Aslında gerçekten de Hoseok hiçbir şey yapmadan öylece tam önünde dururken, Yoongi içten içe ona doğru çekildiğini hücrelerine kadar hissediyordu. Bu sadece basit duygulardan ibaret olamayacak kadar heyecan verici bir olaydı ona göre.
"Sadece seni bekliyorum."
Başbaşa çıktıkları yemekten sonra birkaç kadeh içmişlerdi yalnızca, arabaya tekrar bindikleri andan itibaren ise Yoongi biraz huysuz davranıyordu. Kolay sarhoş olmamasına rağmen garip bir şekilde karşısındaki bedene herhangi bir temasta bulunmamak için kendisiyle debeleniyordu resmen.
Ama istiyordu.
Bunu yapmak için muhtemelen en yanlış zaman ve en uygunsuz yerdi, gecenin bir yarısı dış kapının hemen önünde Hoseok'u durdurarak tam karşısına dikilirken aklından ne geçtiğini o da tam olarak kestiremiyordu. Odaya bile çıkmalarına izin vermek istememişti acelesinden. Daha ortada hiçbir şey olmamasına rağmen aralarında oluşan bu tuhaf çekim şimdiden yanaklarına kan depolanmasına ve eli ayağına dolanacak şekilde titremeye başlamasına neden olmuştu.
Bu şimdiye kadar yaptığı en yanlış hareket gibi gelirken, içten içe yapması gereken tek vazife buydu diğer taraftan.
Aslında bu anı defalarca kez gözleri önünde canlandırırken böyle bir senaryo hiç geçmemişti aklından, biraz imkansız gelmişti hep.
Öpüşmek, sıradan insanlar için basit ve normal bir eylem sayılsa bile Yoongi için çok daha farklıydı. Hoseok'u kendi gözünde o kadar ilahlaştırmış ki, onun dudakları asla dokunmaması gereken yasaklı meyveden daha fazlasıydı gözünde.
"Sababa kadar bekleyecek miyiz peki?"
Hoseok, aslına bakılırsa onun bu kendiyle savaşan halinden oldukça eğlenirken hafifçe gülümsemeden edemedi. Ona göre hava hoştu nasıl olsa. Aklından geçenlerden ve Yoongi'nin garip bir şekilde ondan kaçmaya başlamasından sonra bunun zor olacağını düşünmüştü ama şimdi sadece birkaç içkinin etkisiyle herhangi bir şey yapmasına gerek kalmadan, karşısındaki adam kendi ayaklarıyla gelmişti ona.
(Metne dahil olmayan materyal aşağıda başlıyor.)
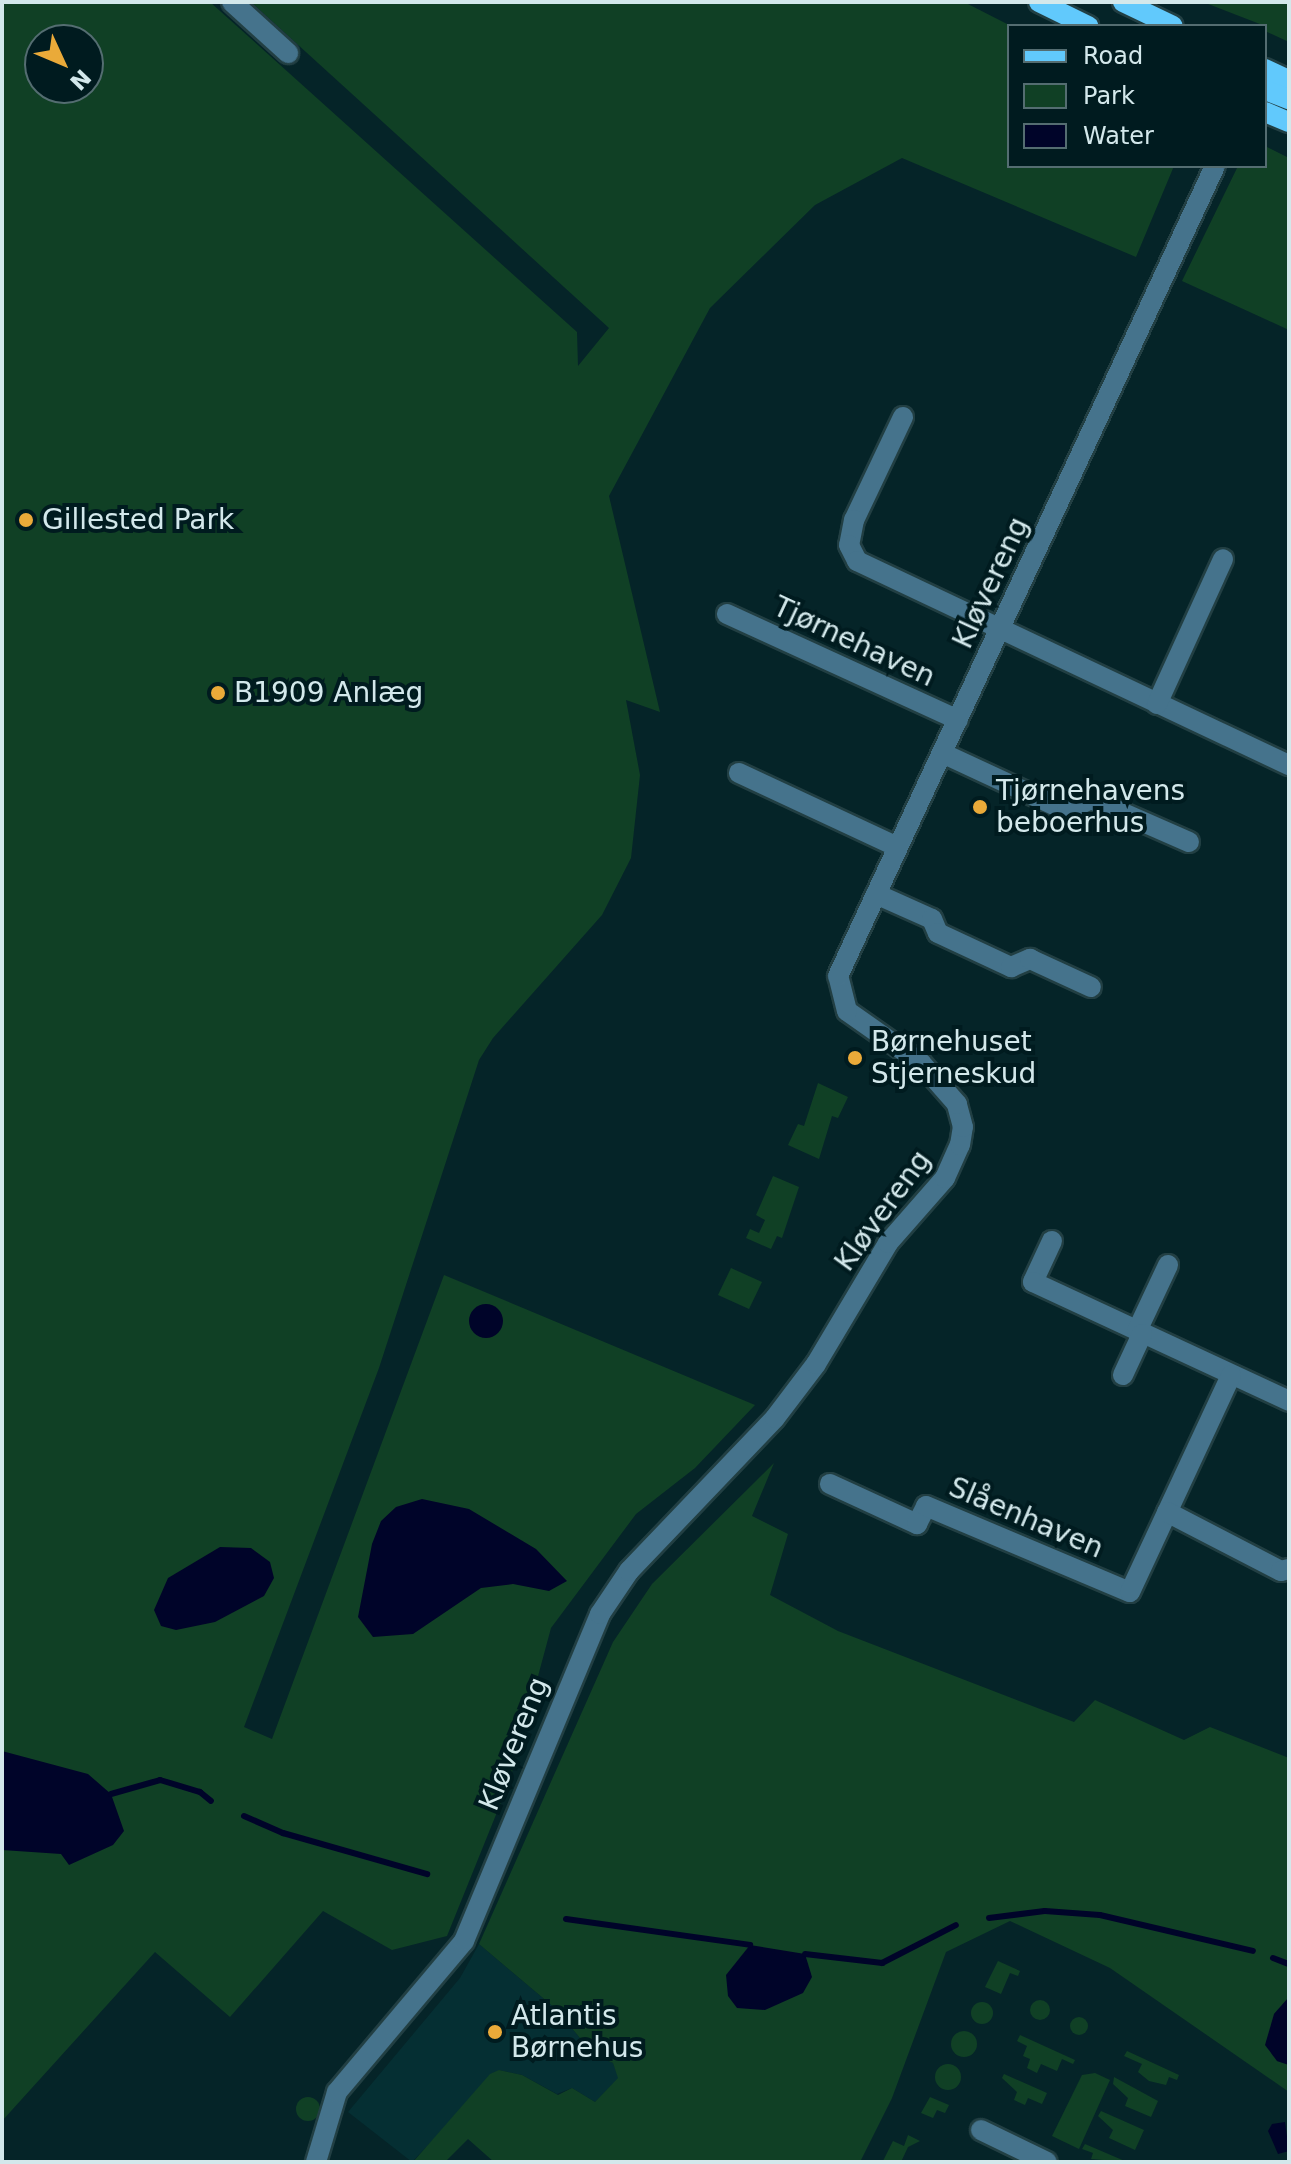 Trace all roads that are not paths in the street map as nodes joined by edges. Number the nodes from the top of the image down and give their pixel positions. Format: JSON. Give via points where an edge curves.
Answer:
{"nodes":[{"id":1,"x":232,"y":2,"type":"edge"},
{"id":2,"x":1039,"y":2,"type":"edge"},
{"id":3,"x":1123,"y":2,"type":"edge"},
{"id":4,"x":1084,"y":24,"type":"edge"},
{"id":5,"x":1169,"y":24,"type":"edge"},
{"id":6,"x":288,"y":53,"type":"dead end"},
{"id":7,"x":1267,"y":70,"type":"edge"},
{"id":8,"x":1289,"y":80,"type":"edge"},
{"id":9,"x":1267,"y":91,"type":"edge"},
{"id":10,"x":1289,"y":99,"type":"edge"},
{"id":11,"x":1267,"y":113,"type":"edge"},
{"id":12,"x":1289,"y":122,"type":"edge"},
{"id":13,"x":1214,"y":168,"type":"edge"},
{"id":14,"x":903,"y":417,"type":"dead end"},
{"id":15,"x":1223,"y":559,"type":"dead end"},
{"id":16,"x":727,"y":614,"type":"dead end"},
{"id":17,"x":998,"y":632,"type":"junction"},
{"id":18,"x":1157,"y":704,"type":"junction"},
{"id":19,"x":958,"y":720,"type":"junction"},
{"id":20,"x":942,"y":753,"type":"junction"},
{"id":21,"x":1289,"y":765,"type":"edge"},
{"id":22,"x":739,"y":773,"type":"dead end"},
{"id":23,"x":1189,"y":842,"type":"dead end"},
{"id":24,"x":898,"y":847,"type":"junction"},
{"id":25,"x":876,"y":894,"type":"junction"},
{"id":26,"x":1091,"y":987,"type":"dead end"},
{"id":27,"x":1052,"y":1241,"type":"dead end"},
{"id":28,"x":1168,"y":1265,"type":"dead end"},
{"id":29,"x":1140,"y":1332,"type":"junction"},
{"id":30,"x":1123,"y":1375,"type":"dead end"},
{"id":31,"x":1231,"y":1375,"type":"junction"},
{"id":32,"x":1289,"y":1401,"type":"edge"},
{"id":33,"x":830,"y":1484,"type":"dead end"},
{"id":34,"x":1167,"y":1512,"type":"junction"},
{"id":35,"x":1289,"y":1569,"type":"edge"},
{"id":36,"x":981,"y":2130,"type":"dead end"},
{"id":37,"x":316,"y":2162,"type":"edge"},
{"id":38,"x":1047,"y":2162,"type":"edge"}],
"edges":[{"from":1,"to":6,"type":"street"},
{"from":2,"to":4,"type":"main road"},
{"from":3,"to":5,"type":"main road"},
{"from":7,"to":8,"type":"main road"},
{"from":9,"to":10,"type":"main road"},
{"from":11,"to":12,"type":"main road"},
{"from":13,"to":17,"type":"street","name":"Kløvereng"},
{"from":14,"to":17,"type":"street","via":[[854,520],[849,545],[857,561],[877,574]]},
{"from":15,"to":18,"type":"street"},
{"from":16,"to":19,"type":"street","name":"Tjørnehaven"},
{"from":17,"to":18,"type":"street"},
{"from":17,"to":19,"type":"street","name":"Kløvereng"},
{"from":18,"to":21,"type":"street"},
{"from":19,"to":20,"type":"street","name":"Kløvereng"},
{"from":20,"to":23,"type":"street","via":[[1067,811],[1091,799]]},
{"from":20,"to":24,"type":"street","name":"Kløvereng"},
{"from":22,"to":24,"type":"street"},
{"from":24,"to":25,"type":"street","name":"Kløvereng"},
{"from":25,"to":26,"type":"street","via":[[932,919],[938,933],[1011,967],[1030,959]]},
{"from":25,"to":37,"type":"street","name":"Kløvereng","via":[[838,976],[840,990],[847,1011],[863,1027],[921,1063],[957,1104],[963,1127],[950,1167],[888,1243],[816,1364],[775,1418],[634,1564],[600,1614],[464,1941],[337,2092]]},
{"from":27,"to":29,"type":"street","via":[[1033,1282]]},
{"from":28,"to":29,"type":"street"},
{"from":29,"to":30,"type":"street"},
{"from":29,"to":31,"type":"street"},
{"from":31,"to":32,"type":"street"},
{"from":31,"to":34,"type":"street","name":"Slåenhaven"},
{"from":33,"to":34,"type":"street","name":"Slåenhaven","via":[[917,1524],[926,1506],[1130,1592]]},
{"from":34,"to":35,"type":"street","via":[[1281,1571]]},
{"from":36,"to":38,"type":"street"}]}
Reddetmiyordu, belki de ya şimdi ya da hiç mantığı devreye girmişti, sadece öylece duruyordu.
"Bayılırsam beni tut, tamam mı?"
Yoongi gayet ciddi görünürken uzun olan sessizce bir kahkaha bıraktı karanlık ortama. Onun bazı konularda ne kadar ciddi ve güçlü olduğunu kendi gözleriyle görmüş biri olarak, karşısında bu kadar küçük görünmesine anlam veremese de sorgulamamayı tercih etti.
Birazcık eğilerek boylarını hemen hemen dengelediğinde kısa olan daha fazla kendini tutamayarak ince ve soğuk dudaklarını dolgun pembeliklere bastırdı. Aynı esnada o kadar heyecanlıydı ki nasıl nefes alındığını bile hatırlamıyordu.
Bunu bile yapması ona göre bu kadar zorlayıcıyken ilk atağı Hoseok'dan bekledi ve o andan itibaren yeryüzü üzerinde zaman yavaşlamıştı bir açıdan. Ayaklarının altındaki sert zemin deprem etkisiyle sallanmaya başlamış, ağırlaşan göz kapakları ve hatta kirpik uçlarına kadar ürperdiğini henüz fark ederek kendini toparlamak adına girişimde bulundu. Sakinleşmeliydi.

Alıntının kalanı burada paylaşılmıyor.